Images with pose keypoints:
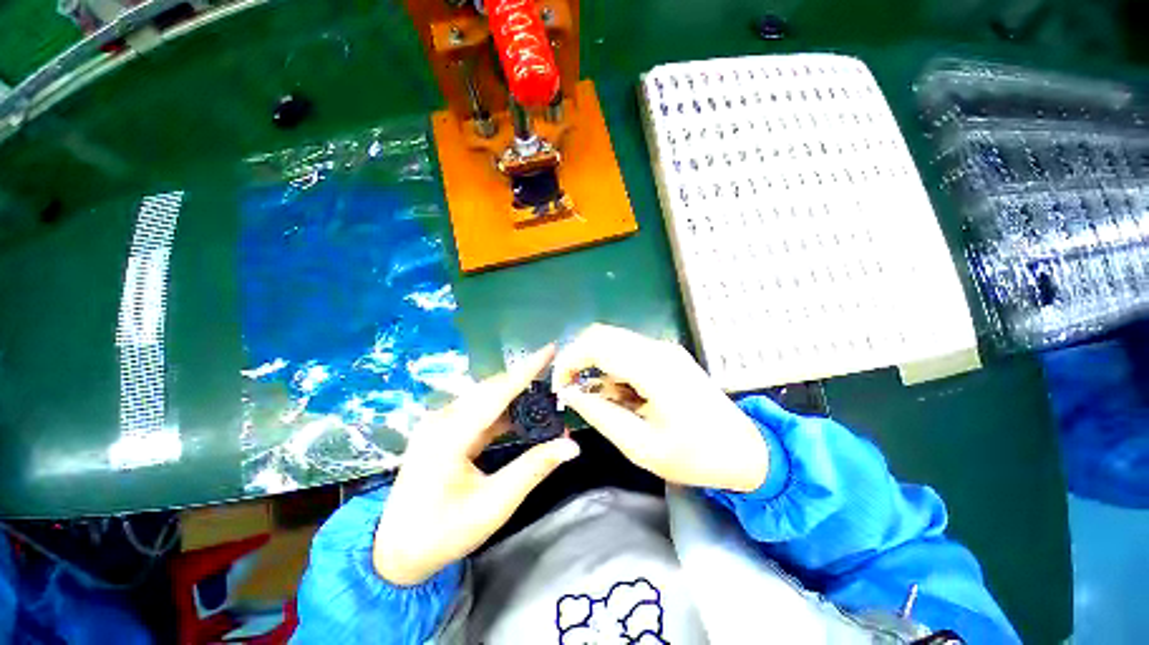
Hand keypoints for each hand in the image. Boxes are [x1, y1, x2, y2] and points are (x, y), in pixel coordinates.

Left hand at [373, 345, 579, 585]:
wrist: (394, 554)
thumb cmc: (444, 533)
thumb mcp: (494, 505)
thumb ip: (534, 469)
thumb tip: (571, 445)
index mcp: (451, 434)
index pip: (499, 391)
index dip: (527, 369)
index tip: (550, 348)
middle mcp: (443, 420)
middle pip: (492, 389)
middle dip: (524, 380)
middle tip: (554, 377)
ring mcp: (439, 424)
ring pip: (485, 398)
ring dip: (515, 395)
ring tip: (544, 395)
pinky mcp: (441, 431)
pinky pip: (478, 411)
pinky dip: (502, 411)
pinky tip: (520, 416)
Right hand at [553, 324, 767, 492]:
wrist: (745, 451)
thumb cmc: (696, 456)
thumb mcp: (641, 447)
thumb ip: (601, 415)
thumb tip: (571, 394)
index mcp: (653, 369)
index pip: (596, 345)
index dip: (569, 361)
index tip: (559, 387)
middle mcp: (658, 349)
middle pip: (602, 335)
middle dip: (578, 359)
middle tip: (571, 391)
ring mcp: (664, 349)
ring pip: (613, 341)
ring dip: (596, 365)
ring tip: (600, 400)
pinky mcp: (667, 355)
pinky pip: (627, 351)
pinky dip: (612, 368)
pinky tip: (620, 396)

Assigned task -
What you give back must be exactly the lines from the opening line of the entries through the line holding "pinky dip: (612, 368)", with no pictures.

Answer to the problem -
Hand keypoints for each hand in the image. Boxes are [x1, y1, x2, y2] and points are (x, y), in pixel coordinates.

Left hand at [373, 345, 579, 585]:
wrist: (394, 554)
thumb cmc: (444, 533)
thumb mcp: (494, 505)
thumb ip: (534, 469)
thumb tip: (571, 445)
index mcp: (451, 434)
index pip: (499, 391)
index dip: (527, 369)
index tip: (550, 348)
middle mcp: (443, 420)
middle pip: (492, 389)
middle dip: (524, 380)
middle tip: (554, 377)
ring mcp: (439, 424)
ring pip: (485, 398)
ring dip: (515, 395)
ring tip: (544, 395)
pinky mcp: (441, 431)
pinky pip: (478, 411)
pinky dip: (502, 411)
pinky tip: (520, 416)
Right hand at [553, 324, 767, 492]:
wrist: (745, 451)
thumb cmc: (696, 456)
thumb mcp: (641, 447)
thumb ip: (601, 415)
thumb tip: (571, 394)
index mcp: (653, 369)
index pip: (596, 345)
index dip: (569, 361)
index tip: (559, 387)
middle mcp: (658, 349)
middle pip: (602, 335)
middle dip: (578, 359)
middle tip: (571, 391)
ring mcp: (664, 349)
ring pip: (613, 341)
ring dip: (596, 365)
ring tip: (600, 400)
pinky mcp: (667, 355)
pinky pip: (627, 351)
pinky dip: (612, 368)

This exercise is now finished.